Уж год прошел, как Иван Сынков закончил техникум, а анекдоты про него гуляют до сих пор, подручным дворника называют: заместо пьяного дворника убирал нужники и подметал двор, а дворник, не будь дурак, и сел на Ваньку верхом, погуливал, байки рассказывал парню, а тот старался. Мать с отчимом деньги давали ему, старики баранину присылали, а спроси Ванюшку: съел он хоть кусок? Дружков кормил, сам мослы глодал, да и то, кажется, вместе с кобелями дворника… Пусть уж какая-нибудь дура завивает с ним горе веревочкой.
— Верно, Олька, не дал бог хитрости Ивану, простоват. А другого, окромя простинки, ничего не заприметила в нем? — спросила Алена.
— Не собираюсь разглядывать глупость в микроскоп.
— Ой врешь, матушка! Смешком хочешь отделаться от человека. Гляди! Слушай последнее мое о том слово: Василия Филипповича, Иванова батю, загубили две бабы, растерзали… С тобой бы Иван не пропал. Тут о душе разговор, а ты про баранину и мослы. Ужели жалости в тебе нет?

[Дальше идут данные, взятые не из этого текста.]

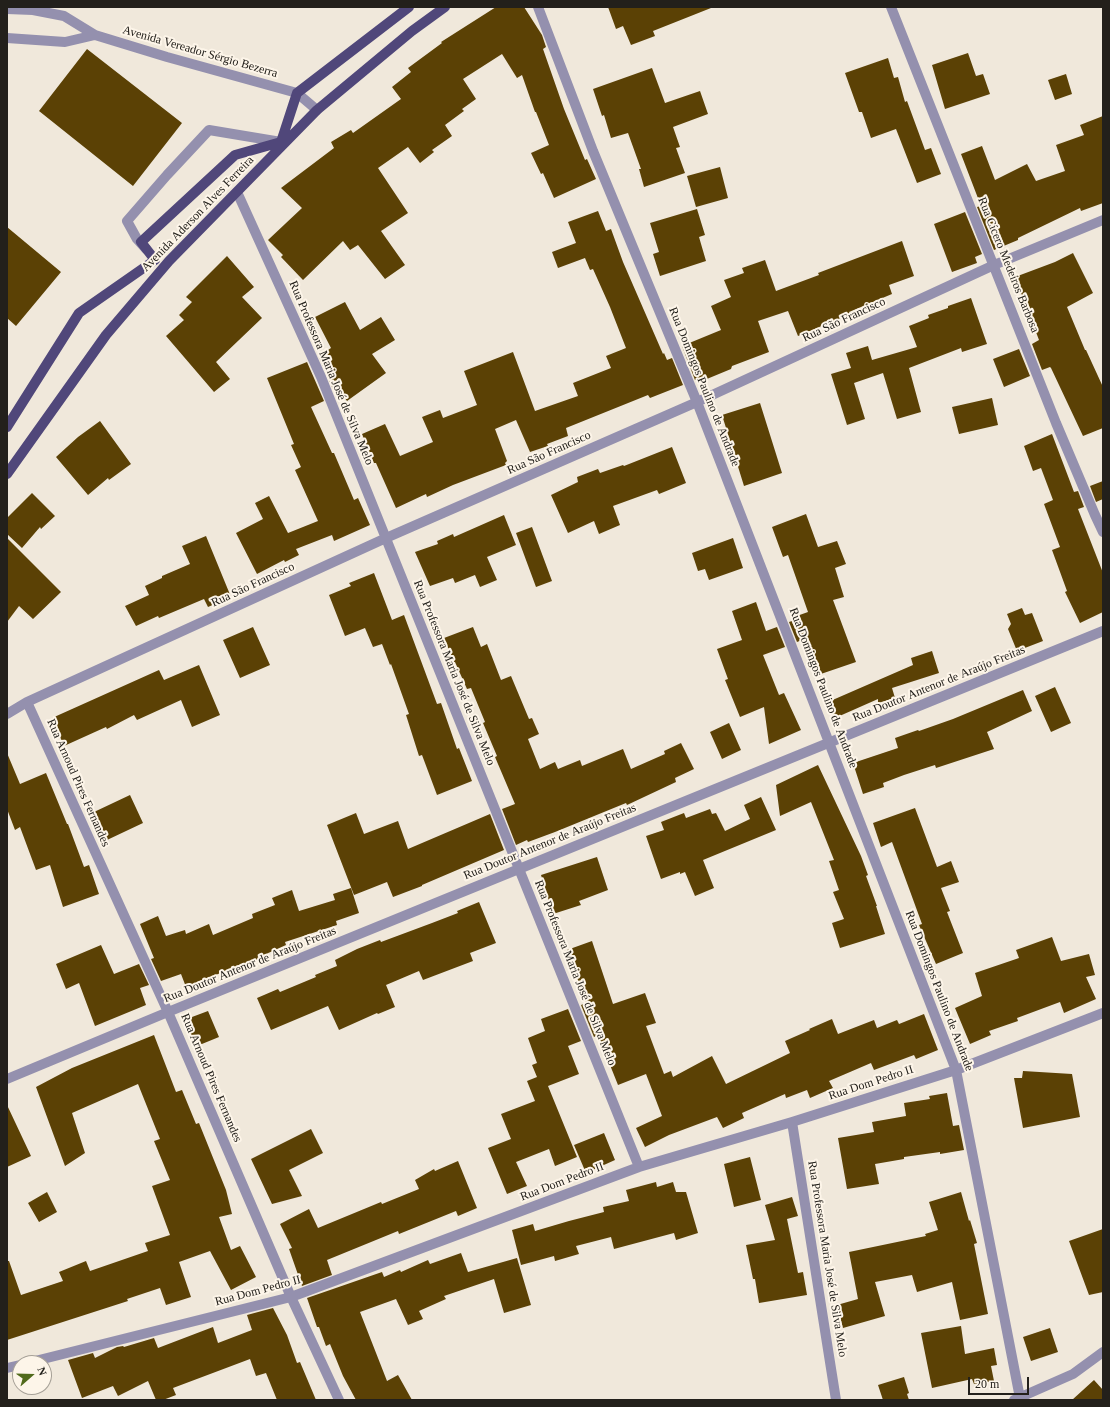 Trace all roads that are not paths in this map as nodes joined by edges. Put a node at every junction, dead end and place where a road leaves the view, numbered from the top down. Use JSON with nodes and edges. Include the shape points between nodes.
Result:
{"nodes":[{"id":1,"x":409,"y":7,"type":"edge"},
{"id":2,"x":445,"y":7,"type":"edge"},
{"id":3,"x":538,"y":7,"type":"edge"},
{"id":4,"x":891,"y":7,"type":"edge"},
{"id":5,"x":7,"y":9,"type":"edge"},
{"id":6,"x":95,"y":35,"type":"junction"},
{"id":7,"x":7,"y":38,"type":"edge"},
{"id":8,"x":297,"y":93,"type":"junction"},
{"id":9,"x":317,"y":110,"type":"junction"},
{"id":10,"x":281,"y":142,"type":"junction"},
{"id":11,"x":237,"y":192,"type":"junction"},
{"id":12,"x":1103,"y":220,"type":"edge"},
{"id":13,"x":155,"y":260,"type":"junction"},
{"id":14,"x":994,"y":265,"type":"junction"},
{"id":15,"x":697,"y":402,"type":"junction"},
{"id":16,"x":7,"y":427,"type":"edge"},
{"id":17,"x":8,"y":471,"type":"edge"},
{"id":18,"x":1103,"y":532,"type":"edge"},
{"id":19,"x":386,"y":538,"type":"junction"},
{"id":20,"x":1103,"y":631,"type":"edge"},
{"id":21,"x":27,"y":702,"type":"junction"},
{"id":22,"x":7,"y":714,"type":"edge"},
{"id":23,"x":830,"y":742,"type":"junction"},
{"id":24,"x":519,"y":869,"type":"junction"},
{"id":25,"x":168,"y":1012,"type":"junction"},
{"id":26,"x":1103,"y":1013,"type":"edge"},
{"id":27,"x":956,"y":1070,"type":"junction"},
{"id":28,"x":7,"y":1079,"type":"edge"},
{"id":29,"x":792,"y":1122,"type":"junction"},
{"id":30,"x":639,"y":1167,"type":"junction"},
{"id":31,"x":291,"y":1297,"type":"junction"},
{"id":32,"x":1103,"y":1352,"type":"edge"},
{"id":33,"x":52,"y":1357,"type":"edge"},
{"id":34,"x":1017,"y":1399,"type":"edge"},
{"id":35,"x":339,"y":1400,"type":"edge"},
{"id":36,"x":836,"y":1400,"type":"edge"}],
"edges":[{"from":1,"to":8,"type":"main road"},
{"from":2,"to":9,"type":"main road","name":"Avenida Aderson Alves Ferreira"},
{"from":3,"to":15,"type":"street","name":"Rua Domingos Paulino de Andrade","via":[[593,151]]},
{"from":4,"to":14,"type":"street","name":"Rua Cícero Medeiros Barbosa"},
{"from":5,"to":6,"type":"street","name":"Avenida Vereador Sérgio Bezerra","via":[[33,10],[64,16]]},
{"from":6,"to":7,"type":"street","via":[[65,42]]},
{"from":6,"to":8,"type":"street","name":"Avenida Vereador Sérgio Bezerra"},
{"from":8,"to":9,"type":"street"},
{"from":8,"to":10,"type":"main road"},
{"from":9,"to":11,"type":"main road","name":"Avenida Aderson Alves Ferreira"},
{"from":10,"to":13,"type":"main road","name":"Avenida Aderson Alves Ferreira","via":[[235,154],[141,242]]},
{"from":10,"to":13,"type":"street","via":[[209,130],[127,221],[137,239]]},
{"from":11,"to":17,"type":"main road","name":"Avenida Aderson Alves Ferreira","via":[[169,261],[106,335]]},
{"from":11,"to":19,"type":"street","name":"Rua Professora Maria José de Silva Melo","via":[[321,377]]},
{"from":12,"to":14,"type":"street","name":"Rua São Francisco"},
{"from":13,"to":16,"type":"main road","name":"Avenida Aderson Alves Ferreira","via":[[79,313]]},
{"from":14,"to":15,"type":"street","name":"Rua São Francisco"},
{"from":14,"to":18,"type":"street","name":"Rua Cícero Medeiros Barbosa","via":[[1056,423]]},
{"from":15,"to":19,"type":"street","name":"Rua São Francisco"},
{"from":15,"to":23,"type":"street","name":"Rua Domingos Paulino de Andrade"},
{"from":19,"to":21,"type":"street","name":"Rua São Francisco"},
{"from":19,"to":24,"type":"street","name":"Rua Professora Maria José de Silva Melo"},
{"from":20,"to":23,"type":"street","name":"Rua Doutor Antenor de Araújo Freitas"},
{"from":21,"to":22,"type":"street","name":"Rua São Francisco"},
{"from":21,"to":25,"type":"street","name":"Rua Arnoud Pires Fernandes"},
{"from":23,"to":24,"type":"street","name":"Rua Doutor Antenor de Araújo Freitas"},
{"from":23,"to":27,"type":"street","name":"Rua Domingos Paulino de Andrade"},
{"from":24,"to":25,"type":"street","name":"Rua Doutor Antenor de Araújo Freitas"},
{"from":24,"to":30,"type":"street","name":"Rua Professora Maria José de Silva Melo"},
{"from":25,"to":28,"type":"street","name":"Rua Doutor Antenor de Araújo Freitas"},
{"from":25,"to":31,"type":"street","name":"Rua Arnoud Pires Fernandes"},
{"from":26,"to":27,"type":"street","name":"Rua Dom Pedro II"},
{"from":27,"to":29,"type":"street","name":"Rua Dom Pedro II"},
{"from":27,"to":34,"type":"street","name":"Rua Domingos Paulino de Andrade"},
{"from":29,"to":30,"type":"street","name":"Rua Dom Pedro II"},
{"from":29,"to":36,"type":"street","name":"Rua Professora Maria José de Silva Melo"},
{"from":30,"to":31,"type":"street","name":"Rua Dom Pedro II"},
{"from":31,"to":33,"type":"street","name":"Rua Dom Pedro II"},
{"from":31,"to":35,"type":"street","name":"Rua Arnoud Pires Fernandes"},
{"from":32,"to":34,"type":"street","via":[[1073,1374]]}]}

— Жалко, да ведь мало этого, бабаня. С таким двадцатилетним ребенком в голос завоешь. Ну, в техникуме дурил — ладно. А теперь? Крыша на избе разномастная: шифера не хватило на угловой скат — камышовую заплату положил. Шифер-то уступил Сереге Пегову… Серега не моргает, подбивает Ваньку поклянчить у отчима… Врала я тебе, будто не приглядывалась к Ванюшке, к нему все приглядываются, он какой-то меченый. Да и о костях и крыше я так это, злость срывала. Кое-что пострашнее открылось мне в нем: не я нужна ему, а через меня чает он найти какое-то слово, не то какой-то свет увидать меж двух зорь. Ради того, говорит, готов идти хоть за смертью. Слушай, бабаня, дальше-то что! Вспоминает б у д у щ е е (понимаешь, бабаня!), будущее, а не прошлое.
— Да как же вспоминать то, чего не было? Пошутил он.
— Какая там шутка! Говорит, что душа его посылает лучи в далекое будущее, они отражаются и возвращаются к нему с образами того далекого. Боюсь я Ивана — вот что.
— Что ты, бог с тобой?! Все они, Сынковы мужики, такие, стесняются прямо-то сказать женщине, чего им надо, вот и лучи, воспоминания пущают в ход. Мой-то Филя-простофиля тоже на свой манер томился около меня, вдовы молодой, уверял, будто запросто дружил с моим аж прапрапрадедушкой. Ну как? Да видишь ли, Филя-то, оказывается, третий раз на свет появился. Чего только стеснительность не делает с человеком! Пожалела я мужика, и туман с него стал слетать. И лучшего искать не надо. Любит тебя Ванька, любит.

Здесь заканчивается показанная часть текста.